◆ **WHAT NEEDS TO BE DONE**:
Every line with the string "Vahuri" must be copied from the entries below.

=== Begin Enclosure ===

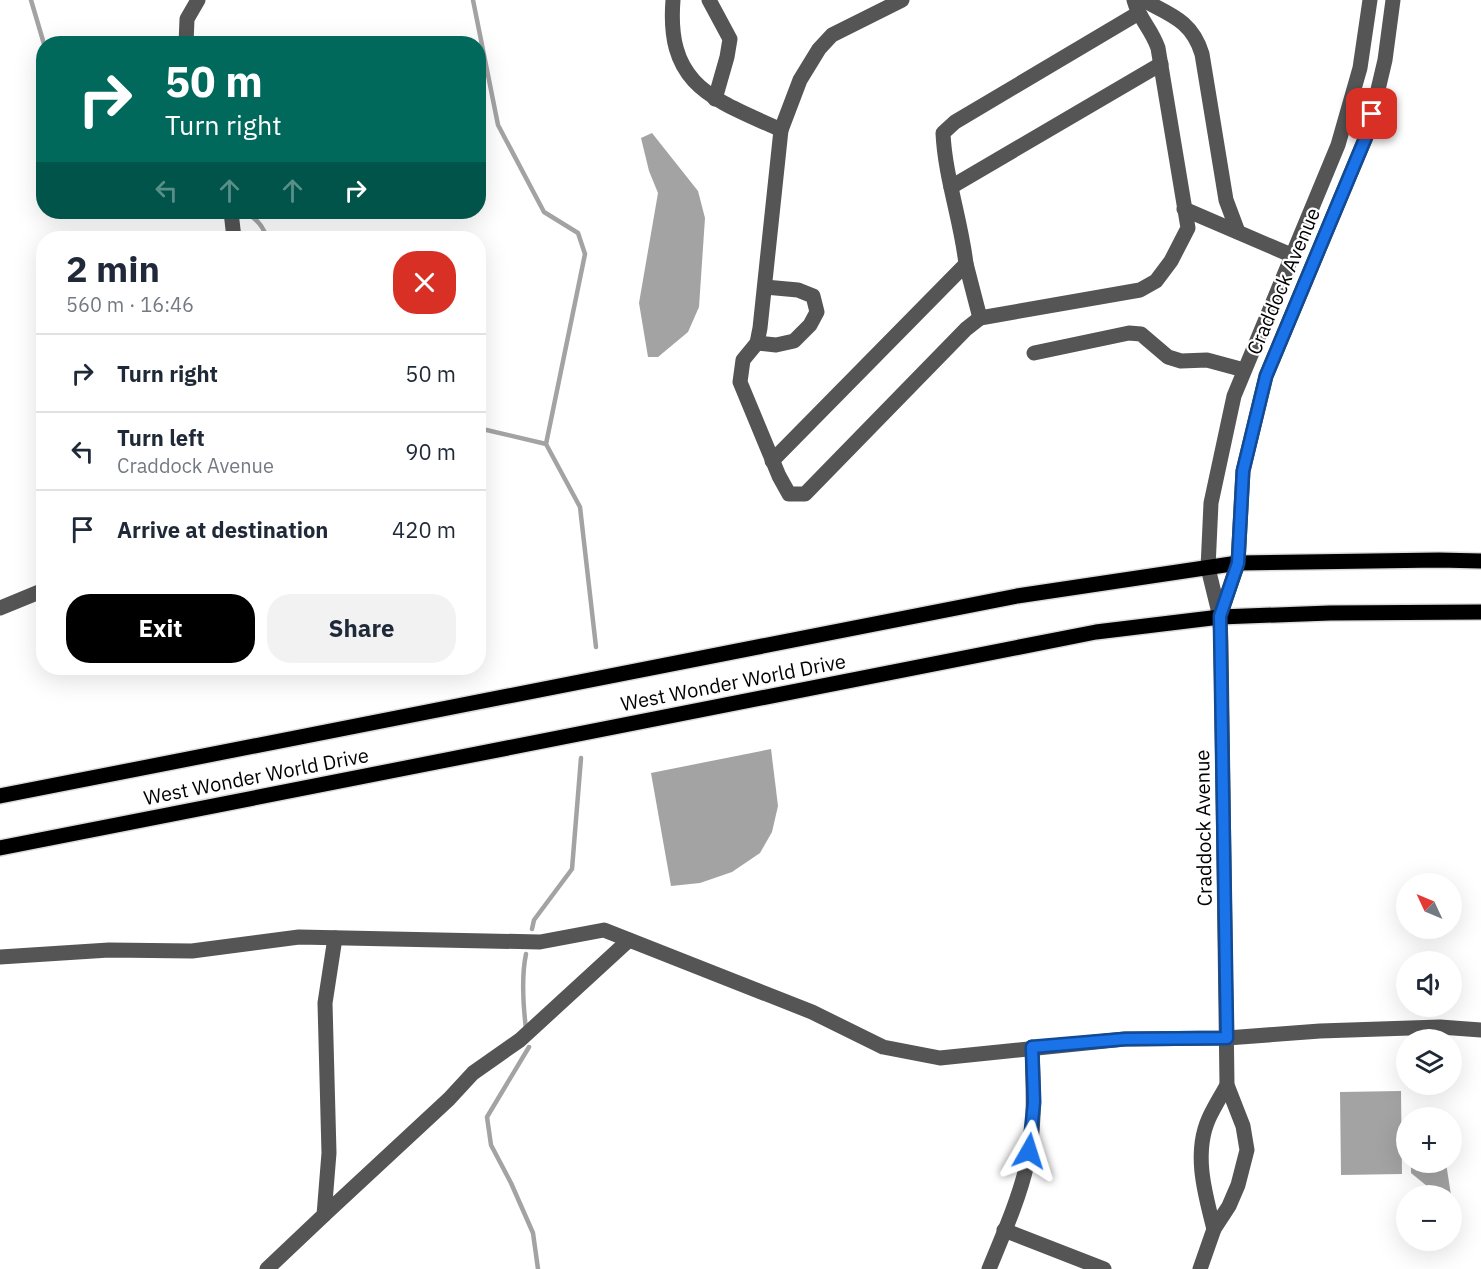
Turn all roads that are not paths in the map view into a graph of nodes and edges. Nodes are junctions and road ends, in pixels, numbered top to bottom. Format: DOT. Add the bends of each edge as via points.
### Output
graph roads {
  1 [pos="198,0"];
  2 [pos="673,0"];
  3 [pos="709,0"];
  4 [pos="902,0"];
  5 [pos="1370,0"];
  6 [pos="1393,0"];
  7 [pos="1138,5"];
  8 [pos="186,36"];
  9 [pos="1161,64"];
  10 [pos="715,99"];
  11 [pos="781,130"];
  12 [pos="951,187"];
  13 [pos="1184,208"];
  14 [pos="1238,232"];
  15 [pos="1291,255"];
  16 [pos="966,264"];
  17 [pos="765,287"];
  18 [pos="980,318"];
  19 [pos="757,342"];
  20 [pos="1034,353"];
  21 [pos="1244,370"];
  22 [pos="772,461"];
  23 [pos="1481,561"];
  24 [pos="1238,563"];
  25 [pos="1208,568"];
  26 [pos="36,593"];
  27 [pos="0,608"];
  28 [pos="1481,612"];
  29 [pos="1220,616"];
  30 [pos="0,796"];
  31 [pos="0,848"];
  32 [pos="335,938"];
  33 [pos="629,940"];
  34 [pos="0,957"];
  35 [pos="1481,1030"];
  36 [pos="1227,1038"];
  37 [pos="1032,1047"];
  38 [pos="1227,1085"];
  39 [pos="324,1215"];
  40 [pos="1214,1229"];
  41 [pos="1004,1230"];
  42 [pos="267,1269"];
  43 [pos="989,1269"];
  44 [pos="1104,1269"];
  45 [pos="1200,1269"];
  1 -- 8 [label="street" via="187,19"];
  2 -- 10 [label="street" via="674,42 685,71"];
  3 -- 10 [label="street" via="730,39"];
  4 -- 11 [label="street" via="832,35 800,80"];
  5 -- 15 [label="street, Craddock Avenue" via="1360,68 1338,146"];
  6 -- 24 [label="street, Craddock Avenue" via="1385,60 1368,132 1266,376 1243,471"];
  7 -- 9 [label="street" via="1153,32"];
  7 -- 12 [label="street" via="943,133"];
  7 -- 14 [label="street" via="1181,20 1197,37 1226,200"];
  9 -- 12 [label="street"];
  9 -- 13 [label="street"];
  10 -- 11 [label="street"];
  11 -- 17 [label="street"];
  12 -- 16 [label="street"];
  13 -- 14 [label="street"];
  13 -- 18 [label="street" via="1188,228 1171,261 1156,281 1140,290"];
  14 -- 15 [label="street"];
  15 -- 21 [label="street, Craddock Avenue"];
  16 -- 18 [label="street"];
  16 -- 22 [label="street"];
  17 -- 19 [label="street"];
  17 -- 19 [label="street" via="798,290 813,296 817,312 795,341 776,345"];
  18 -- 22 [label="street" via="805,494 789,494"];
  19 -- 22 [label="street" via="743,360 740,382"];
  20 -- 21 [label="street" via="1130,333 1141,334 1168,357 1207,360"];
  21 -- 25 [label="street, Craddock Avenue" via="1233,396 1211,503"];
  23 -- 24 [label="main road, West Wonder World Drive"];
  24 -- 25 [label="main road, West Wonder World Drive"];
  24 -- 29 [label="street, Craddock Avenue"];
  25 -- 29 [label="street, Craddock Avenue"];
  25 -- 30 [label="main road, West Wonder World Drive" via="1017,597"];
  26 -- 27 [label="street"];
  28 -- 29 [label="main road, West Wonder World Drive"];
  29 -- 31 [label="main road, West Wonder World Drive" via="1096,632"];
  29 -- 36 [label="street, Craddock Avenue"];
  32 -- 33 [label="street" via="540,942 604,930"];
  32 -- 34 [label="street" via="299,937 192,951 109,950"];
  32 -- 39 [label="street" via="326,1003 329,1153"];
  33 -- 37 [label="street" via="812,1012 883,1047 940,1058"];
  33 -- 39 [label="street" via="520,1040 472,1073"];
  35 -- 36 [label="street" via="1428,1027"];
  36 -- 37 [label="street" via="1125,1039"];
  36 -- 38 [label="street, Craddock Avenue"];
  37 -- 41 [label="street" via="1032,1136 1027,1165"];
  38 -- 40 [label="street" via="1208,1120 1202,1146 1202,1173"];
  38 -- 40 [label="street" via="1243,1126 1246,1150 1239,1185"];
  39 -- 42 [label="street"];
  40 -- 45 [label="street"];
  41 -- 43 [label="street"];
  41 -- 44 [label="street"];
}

=== End Enclosure ===
=== Begin Enclosure ===

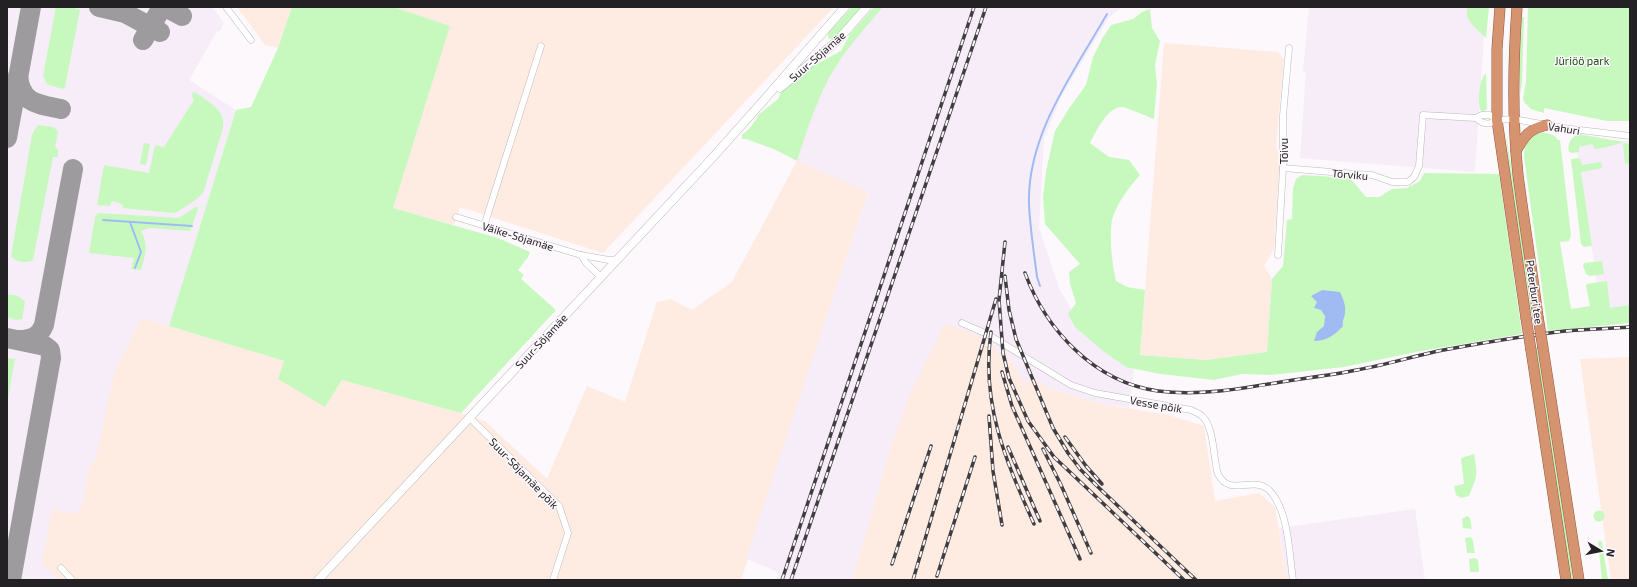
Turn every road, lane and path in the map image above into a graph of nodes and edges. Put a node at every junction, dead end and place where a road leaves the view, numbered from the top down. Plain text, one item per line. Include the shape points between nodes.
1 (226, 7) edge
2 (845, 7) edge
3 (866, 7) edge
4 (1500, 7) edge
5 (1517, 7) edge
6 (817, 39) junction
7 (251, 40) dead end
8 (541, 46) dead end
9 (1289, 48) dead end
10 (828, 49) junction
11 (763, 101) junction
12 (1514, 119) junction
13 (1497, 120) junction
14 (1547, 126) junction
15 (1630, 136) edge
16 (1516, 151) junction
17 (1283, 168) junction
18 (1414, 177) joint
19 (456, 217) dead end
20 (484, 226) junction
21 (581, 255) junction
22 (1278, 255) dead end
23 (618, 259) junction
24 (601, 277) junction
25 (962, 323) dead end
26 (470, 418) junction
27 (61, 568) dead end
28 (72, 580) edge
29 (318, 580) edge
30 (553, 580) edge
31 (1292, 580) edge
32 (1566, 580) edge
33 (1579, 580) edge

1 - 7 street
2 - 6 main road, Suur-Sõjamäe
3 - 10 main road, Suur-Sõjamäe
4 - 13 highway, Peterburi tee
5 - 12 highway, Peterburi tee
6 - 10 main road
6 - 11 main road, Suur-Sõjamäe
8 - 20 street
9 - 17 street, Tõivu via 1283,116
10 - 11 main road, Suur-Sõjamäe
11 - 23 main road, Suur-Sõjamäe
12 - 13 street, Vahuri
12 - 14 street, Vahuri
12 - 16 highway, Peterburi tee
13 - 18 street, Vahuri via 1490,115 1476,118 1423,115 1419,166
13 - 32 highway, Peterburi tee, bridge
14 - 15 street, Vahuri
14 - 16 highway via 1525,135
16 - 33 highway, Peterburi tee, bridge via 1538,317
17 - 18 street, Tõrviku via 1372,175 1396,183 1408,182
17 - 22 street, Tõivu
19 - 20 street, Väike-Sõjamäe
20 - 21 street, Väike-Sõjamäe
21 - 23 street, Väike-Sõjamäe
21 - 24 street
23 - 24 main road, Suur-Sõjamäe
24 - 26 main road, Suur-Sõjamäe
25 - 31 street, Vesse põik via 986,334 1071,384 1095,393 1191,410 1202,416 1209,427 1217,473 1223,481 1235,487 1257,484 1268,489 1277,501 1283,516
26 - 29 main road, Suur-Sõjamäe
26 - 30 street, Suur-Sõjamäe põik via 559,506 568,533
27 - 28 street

=== End Enclosure ===

◆ **RESULT BELOW**:
12 - 13 street, Vahuri
12 - 14 street, Vahuri
13 - 18 street, Vahuri via 1490,115 1476,118 1423,115 1419,166
14 - 15 street, Vahuri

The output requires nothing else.